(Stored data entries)

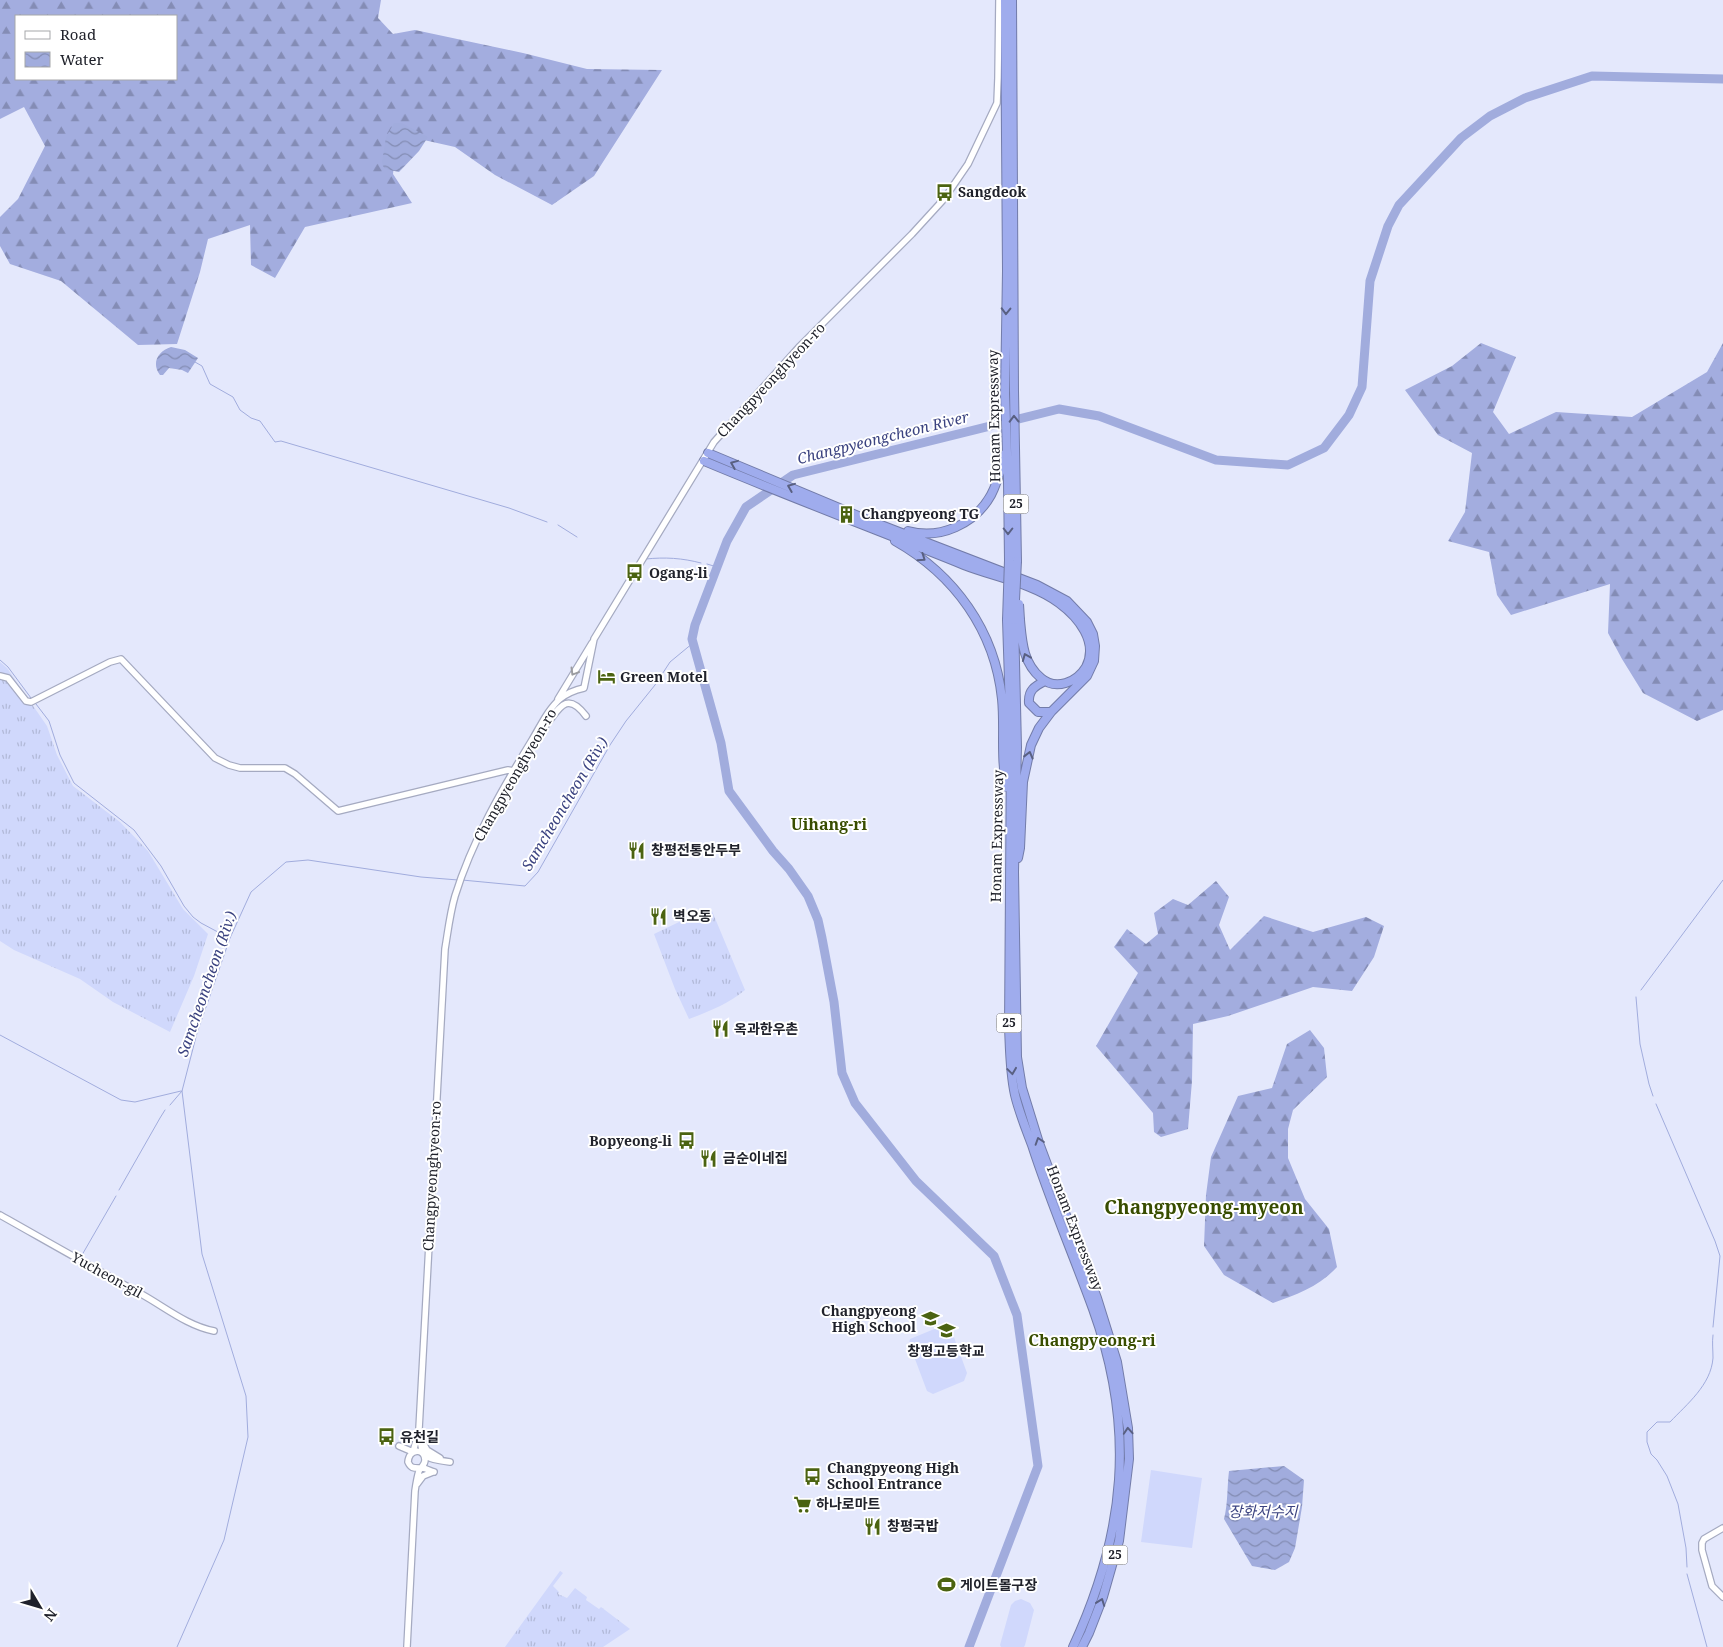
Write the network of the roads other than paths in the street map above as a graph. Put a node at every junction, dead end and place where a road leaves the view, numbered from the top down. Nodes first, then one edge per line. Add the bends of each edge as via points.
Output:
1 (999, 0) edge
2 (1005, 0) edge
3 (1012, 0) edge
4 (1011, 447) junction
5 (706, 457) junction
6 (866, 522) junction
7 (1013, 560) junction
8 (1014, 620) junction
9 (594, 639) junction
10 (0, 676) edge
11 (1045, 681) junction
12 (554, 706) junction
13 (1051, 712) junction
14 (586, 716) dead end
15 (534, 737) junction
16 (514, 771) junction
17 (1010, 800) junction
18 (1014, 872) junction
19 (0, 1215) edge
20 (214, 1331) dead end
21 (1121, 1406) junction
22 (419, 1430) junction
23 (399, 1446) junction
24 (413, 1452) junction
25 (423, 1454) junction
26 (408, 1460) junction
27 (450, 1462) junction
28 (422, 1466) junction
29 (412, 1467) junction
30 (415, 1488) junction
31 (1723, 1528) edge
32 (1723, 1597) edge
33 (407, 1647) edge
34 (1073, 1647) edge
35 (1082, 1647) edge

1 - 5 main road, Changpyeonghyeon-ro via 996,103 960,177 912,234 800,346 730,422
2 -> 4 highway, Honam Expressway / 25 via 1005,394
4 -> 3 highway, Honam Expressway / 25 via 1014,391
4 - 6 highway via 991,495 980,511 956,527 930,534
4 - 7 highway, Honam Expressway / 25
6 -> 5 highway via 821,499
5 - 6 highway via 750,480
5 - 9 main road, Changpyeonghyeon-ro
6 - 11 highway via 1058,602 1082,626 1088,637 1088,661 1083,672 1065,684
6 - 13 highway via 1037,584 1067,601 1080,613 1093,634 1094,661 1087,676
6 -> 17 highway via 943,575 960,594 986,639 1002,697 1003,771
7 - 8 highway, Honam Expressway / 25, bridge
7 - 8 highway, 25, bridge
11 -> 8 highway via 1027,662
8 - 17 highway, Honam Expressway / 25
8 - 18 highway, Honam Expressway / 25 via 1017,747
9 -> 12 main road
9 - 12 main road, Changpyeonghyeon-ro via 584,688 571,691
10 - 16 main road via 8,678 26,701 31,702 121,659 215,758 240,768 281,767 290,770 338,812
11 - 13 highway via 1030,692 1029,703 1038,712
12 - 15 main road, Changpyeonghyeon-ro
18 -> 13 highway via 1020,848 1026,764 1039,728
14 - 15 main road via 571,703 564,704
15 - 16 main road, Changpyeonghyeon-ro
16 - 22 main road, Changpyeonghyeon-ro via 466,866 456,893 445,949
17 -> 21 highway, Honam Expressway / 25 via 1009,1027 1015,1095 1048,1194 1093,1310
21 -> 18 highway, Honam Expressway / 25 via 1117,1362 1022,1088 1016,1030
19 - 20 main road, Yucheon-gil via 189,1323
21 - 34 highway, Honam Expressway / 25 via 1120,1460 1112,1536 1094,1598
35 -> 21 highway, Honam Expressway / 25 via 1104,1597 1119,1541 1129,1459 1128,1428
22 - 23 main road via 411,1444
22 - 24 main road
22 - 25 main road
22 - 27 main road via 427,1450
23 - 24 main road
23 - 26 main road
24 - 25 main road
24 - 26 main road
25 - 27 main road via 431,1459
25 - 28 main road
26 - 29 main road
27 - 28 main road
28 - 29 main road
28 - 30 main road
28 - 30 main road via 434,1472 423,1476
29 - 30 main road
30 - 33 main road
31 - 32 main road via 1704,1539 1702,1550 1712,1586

**Activity:**
Please repeat the records above exactly, omitting any pictures they contain.

**Answer for the task:**
Write the network of the roads other than paths in the street map above as a graph. Put a node at every junction, dead end and place where a road leaves the view, numbered from the top down. Nodes first, then one edge per line. Add the bends of each edge as via points.
Output:
1 (999, 0) edge
2 (1005, 0) edge
3 (1012, 0) edge
4 (1011, 447) junction
5 (706, 457) junction
6 (866, 522) junction
7 (1013, 560) junction
8 (1014, 620) junction
9 (594, 639) junction
10 (0, 676) edge
11 (1045, 681) junction
12 (554, 706) junction
13 (1051, 712) junction
14 (586, 716) dead end
15 (534, 737) junction
16 (514, 771) junction
17 (1010, 800) junction
18 (1014, 872) junction
19 (0, 1215) edge
20 (214, 1331) dead end
21 (1121, 1406) junction
22 (419, 1430) junction
23 (399, 1446) junction
24 (413, 1452) junction
25 (423, 1454) junction
26 (408, 1460) junction
27 (450, 1462) junction
28 (422, 1466) junction
29 (412, 1467) junction
30 (415, 1488) junction
31 (1723, 1528) edge
32 (1723, 1597) edge
33 (407, 1647) edge
34 (1073, 1647) edge
35 (1082, 1647) edge

1 - 5 main road, Changpyeonghyeon-ro via 996,103 960,177 912,234 800,346 730,422
2 -> 4 highway, Honam Expressway / 25 via 1005,394
4 -> 3 highway, Honam Expressway / 25 via 1014,391
4 - 6 highway via 991,495 980,511 956,527 930,534
4 - 7 highway, Honam Expressway / 25
6 -> 5 highway via 821,499
5 - 6 highway via 750,480
5 - 9 main road, Changpyeonghyeon-ro
6 - 11 highway via 1058,602 1082,626 1088,637 1088,661 1083,672 1065,684
6 - 13 highway via 1037,584 1067,601 1080,613 1093,634 1094,661 1087,676
6 -> 17 highway via 943,575 960,594 986,639 1002,697 1003,771
7 - 8 highway, Honam Expressway / 25, bridge
7 - 8 highway, 25, bridge
11 -> 8 highway via 1027,662
8 - 17 highway, Honam Expressway / 25
8 - 18 highway, Honam Expressway / 25 via 1017,747
9 -> 12 main road
9 - 12 main road, Changpyeonghyeon-ro via 584,688 571,691
10 - 16 main road via 8,678 26,701 31,702 121,659 215,758 240,768 281,767 290,770 338,812
11 - 13 highway via 1030,692 1029,703 1038,712
12 - 15 main road, Changpyeonghyeon-ro
18 -> 13 highway via 1020,848 1026,764 1039,728
14 - 15 main road via 571,703 564,704
15 - 16 main road, Changpyeonghyeon-ro
16 - 22 main road, Changpyeonghyeon-ro via 466,866 456,893 445,949
17 -> 21 highway, Honam Expressway / 25 via 1009,1027 1015,1095 1048,1194 1093,1310
21 -> 18 highway, Honam Expressway / 25 via 1117,1362 1022,1088 1016,1030
19 - 20 main road, Yucheon-gil via 189,1323
21 - 34 highway, Honam Expressway / 25 via 1120,1460 1112,1536 1094,1598
35 -> 21 highway, Honam Expressway / 25 via 1104,1597 1119,1541 1129,1459 1128,1428
22 - 23 main road via 411,1444
22 - 24 main road
22 - 25 main road
22 - 27 main road via 427,1450
23 - 24 main road
23 - 26 main road
24 - 25 main road
24 - 26 main road
25 - 27 main road via 431,1459
25 - 28 main road
26 - 29 main road
27 - 28 main road
28 - 29 main road
28 - 30 main road
28 - 30 main road via 434,1472 423,1476
29 - 30 main road
30 - 33 main road
31 - 32 main road via 1704,1539 1702,1550 1712,1586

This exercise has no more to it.